La lunga vita di Marianna Ucrìa, il romanzo che ha reso famosa al grande pubblico Dacia Maraini, prende vita grazie alla regia di Lamberto Puggelli. Ospite al Teatro Storchi dal 30 novembre al 3 dicembre (feriali ore 21, festivo ore 15:30) l’allestimento del Teatro Stabile di Catania ritorna agli antichi splendori a più di dieci anni di distanza per dare alla possibilità a pubblici diversi e rinnovati di farsi ascoltare e guardare.

A firmare la messinscena sono ancora Lamberto Puggelli per la regia e un cast di più di venti attori tra cui Mariella Lo Giudice e Luciano Virgilio.
L’allestimento del 1991 è riproposto fedelmente e resiste nel tempo anche grazie a un testo teatrale che rispetto al romanzo fa sdoppiare la propria protagonista, Marianna, ora giovane che osserva se stessa invecchiata e ora anziana che rivolge lo sguardo sbalordito a una se stessa infantile e persa. Questo gioco di prospettiva lascia intravedere qualcosa dello stile metaforico del romanzo, permettendo di riferire il pensiero della protagonista che, sordomuta, necessitava di un lavoro drammaturgico attento. L’espediente dell’io narrante si rivela fondamentale nel lungo e complesso passaggio dal romano alla scena, curato dalla Maraini stessa, da tempo appassionata anche alla scrittura teatrale.

Alla fine degli anni 60 infatti, la sua passione per il teatro la porta, insieme ad altri scrittori, a fondare il Teatro del Porcospino all’interno del quale si rappresentano solamente novità italiane: Gadda, Moravia, Siciliano e Tornabuoni per citarne alcuni.

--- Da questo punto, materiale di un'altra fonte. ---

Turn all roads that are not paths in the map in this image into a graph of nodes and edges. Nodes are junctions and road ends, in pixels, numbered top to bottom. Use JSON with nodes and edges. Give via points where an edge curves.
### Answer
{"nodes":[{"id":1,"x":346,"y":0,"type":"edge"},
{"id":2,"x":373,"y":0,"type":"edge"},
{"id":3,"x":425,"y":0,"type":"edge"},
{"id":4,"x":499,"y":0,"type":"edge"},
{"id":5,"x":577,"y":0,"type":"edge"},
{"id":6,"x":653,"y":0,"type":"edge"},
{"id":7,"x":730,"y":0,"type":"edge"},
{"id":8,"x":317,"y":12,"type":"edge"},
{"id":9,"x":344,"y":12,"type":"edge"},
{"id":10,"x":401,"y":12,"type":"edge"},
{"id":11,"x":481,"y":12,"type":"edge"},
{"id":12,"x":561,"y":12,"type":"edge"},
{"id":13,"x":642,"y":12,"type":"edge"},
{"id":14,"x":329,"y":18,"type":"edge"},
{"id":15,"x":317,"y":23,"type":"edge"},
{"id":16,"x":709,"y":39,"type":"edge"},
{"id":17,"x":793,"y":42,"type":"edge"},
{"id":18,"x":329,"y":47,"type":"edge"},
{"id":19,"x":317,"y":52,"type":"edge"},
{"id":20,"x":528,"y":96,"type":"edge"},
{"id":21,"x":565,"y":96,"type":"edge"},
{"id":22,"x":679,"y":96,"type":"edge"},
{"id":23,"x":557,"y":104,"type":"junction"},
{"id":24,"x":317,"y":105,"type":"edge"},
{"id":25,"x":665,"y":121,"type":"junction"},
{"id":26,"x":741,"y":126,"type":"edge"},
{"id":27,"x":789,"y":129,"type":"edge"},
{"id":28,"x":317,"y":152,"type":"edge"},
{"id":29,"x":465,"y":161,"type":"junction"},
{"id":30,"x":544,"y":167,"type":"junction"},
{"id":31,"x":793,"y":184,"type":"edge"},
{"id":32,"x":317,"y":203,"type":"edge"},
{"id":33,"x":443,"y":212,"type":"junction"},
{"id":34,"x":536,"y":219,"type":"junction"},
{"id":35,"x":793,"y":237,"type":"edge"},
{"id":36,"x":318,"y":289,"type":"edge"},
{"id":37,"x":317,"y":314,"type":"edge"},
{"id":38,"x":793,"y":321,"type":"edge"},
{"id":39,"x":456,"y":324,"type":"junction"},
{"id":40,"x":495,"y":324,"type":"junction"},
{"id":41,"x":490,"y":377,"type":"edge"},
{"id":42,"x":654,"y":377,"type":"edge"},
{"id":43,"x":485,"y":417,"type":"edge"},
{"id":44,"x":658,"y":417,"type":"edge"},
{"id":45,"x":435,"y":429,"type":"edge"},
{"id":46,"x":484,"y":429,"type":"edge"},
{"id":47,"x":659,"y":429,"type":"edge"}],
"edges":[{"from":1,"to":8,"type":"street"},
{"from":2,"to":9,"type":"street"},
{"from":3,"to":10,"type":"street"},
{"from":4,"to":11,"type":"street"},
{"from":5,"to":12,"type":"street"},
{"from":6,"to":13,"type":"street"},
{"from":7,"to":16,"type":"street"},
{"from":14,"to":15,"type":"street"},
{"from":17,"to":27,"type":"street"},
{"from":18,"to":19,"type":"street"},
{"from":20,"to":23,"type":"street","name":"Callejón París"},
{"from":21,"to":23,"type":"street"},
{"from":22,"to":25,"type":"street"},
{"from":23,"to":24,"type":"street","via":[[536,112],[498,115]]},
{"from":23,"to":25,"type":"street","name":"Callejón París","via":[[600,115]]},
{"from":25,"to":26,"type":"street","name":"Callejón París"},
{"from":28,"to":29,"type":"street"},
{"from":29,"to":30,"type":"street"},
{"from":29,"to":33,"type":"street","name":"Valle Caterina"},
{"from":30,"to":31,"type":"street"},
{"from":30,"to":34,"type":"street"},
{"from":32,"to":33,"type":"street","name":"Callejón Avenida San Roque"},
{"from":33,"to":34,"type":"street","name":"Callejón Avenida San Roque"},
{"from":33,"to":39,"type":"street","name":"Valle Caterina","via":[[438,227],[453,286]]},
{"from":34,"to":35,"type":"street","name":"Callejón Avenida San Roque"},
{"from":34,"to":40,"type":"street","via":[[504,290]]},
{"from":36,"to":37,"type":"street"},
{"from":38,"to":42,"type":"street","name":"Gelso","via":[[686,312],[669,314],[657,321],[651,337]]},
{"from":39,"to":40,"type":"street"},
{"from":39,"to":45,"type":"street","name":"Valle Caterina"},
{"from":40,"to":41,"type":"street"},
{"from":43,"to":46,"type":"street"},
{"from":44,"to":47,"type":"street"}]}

Non si tratta di una riduzione né di una sceneggiatura ma di un dramma che ricorda la bellezza di questa saga familiare ambientata nella Palermo del Settecento, in quelle case nobiliari che celano sotto la ridondanza figurativa il tarlo della decadenza. La pièce segue peraltro fedelmente il romanzo incentrato sul personaggio della duchessa Marianna Ucrìa, resa muta dalla violenza sessuale subita a sei anni e tuttavia capace di contrastare la propria menomazione fino a diventare la donna più colta della società palermitana.
Una vicenda al femminile che inneggia all’intelligenza di una personalità vincente, in un secolo in cui essere sordomuta equivaleva a un’interdizione a tutti gli effetti.